NUTS-1 (NTNU Test Satellite) was a Norwegian 2U CubeSat created by the NUTS student satellite project at the Norwegian University of Science and Technology (NTNU). The satellite was developed by students from several engineering and science disciplines. It was one of three CubeSats part of the Norwegian student space program ANSAT, the other two are the CubeStar and the HiNCube. From NTNUs CubeSat projects NUTS-1 is a successor of the nCube-1 and nCube-2 projects. The mission was stopped, and the small satellite activities are continued by the Orbit NTNU student organization and the HYPSO mission from NTNU Small Satellite Lab.

==Specifications==
The satellite is based on the standardized CubeSat dimensions made to fit into a specialized deployer. 2U or double means the satellite will be 2 standard cuboid units long. Outside dimensions are locked to the standards interface, but internal dimensions are created on a platform uniquely developed for the satellite. Electronics will be based on a non-standard backplane design, in contrast to common stacked Printed Circuit Board designs.

==Subsystems==
The subsystems of NUTS-1 is in designed, constructed and built by the students in the projects, using few off the shelf parts. Commercially based single electronic components are used throughout the system. The satellite is structured into the subsystems below.

===Structure===
NUTS-1 is built with lightweight fiber reinforced plastic, to make frame and supporting structures as lightweight as possible. CubeSats are commonly built around an aerospace aluminum alloy, using polymers in space is challenging in relation to the effects of space on the material.

===Onboard computer===
The OBC system will use an Atmel AVR32 UC3 with access to external flash and RAM, running a FreeRTOS lightweight operating system.

===Communication===
The NUTS antenna system will consist of a VHF and a UHF circular polarized turnstile antenna. Communication will be done on standard ham radio bands.

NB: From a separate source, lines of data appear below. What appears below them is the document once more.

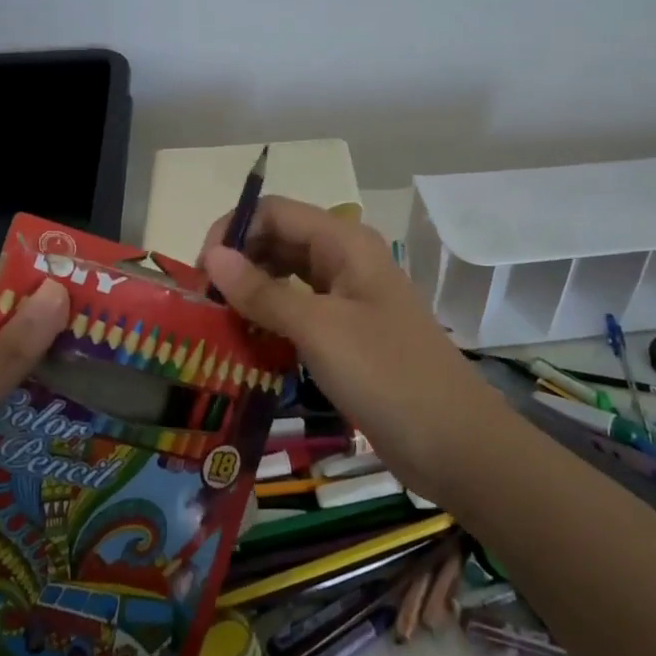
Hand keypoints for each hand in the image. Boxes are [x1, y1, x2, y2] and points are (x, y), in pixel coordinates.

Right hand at [200, 197, 509, 497]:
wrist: (454, 442)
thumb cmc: (386, 374)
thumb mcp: (318, 329)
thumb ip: (262, 291)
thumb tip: (212, 256)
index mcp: (344, 243)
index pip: (275, 212)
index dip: (234, 231)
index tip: (200, 273)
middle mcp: (345, 260)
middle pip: (280, 240)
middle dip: (239, 261)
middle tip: (203, 302)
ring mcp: (349, 297)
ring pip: (288, 276)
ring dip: (252, 291)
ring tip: (217, 321)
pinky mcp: (348, 332)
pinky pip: (299, 310)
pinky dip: (271, 318)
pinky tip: (247, 341)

===Electric power system===
NUTS-1 will use high efficiency solar cells covering 5 of 6 sides of the satellite, the solar cells will charge a battery-pack and supply power to the on-board electronics.

===Attitude determination and control system ===
NUTS-1 attitude determination and control system (ADCS) will consist of magnetorquers, wound copper coil around each axis that will act relative to the magnetic field of the Earth. Gyros and magnetometers will be used in combination with the solar panels to calculate the orientation.

===Payload===
The satellite is planned to carry an IR-camera to capture images of atmospheric fluid gravity waves.

A wireless bus is also implemented as a secondary payload for testing purposes.

==Launch==
The satellite was planned to be launched in a P-POD (Poly-pico orbital deployer) or a similar deployer as an auxiliary payload. The CubeSat was previously planned to be launched in 2016.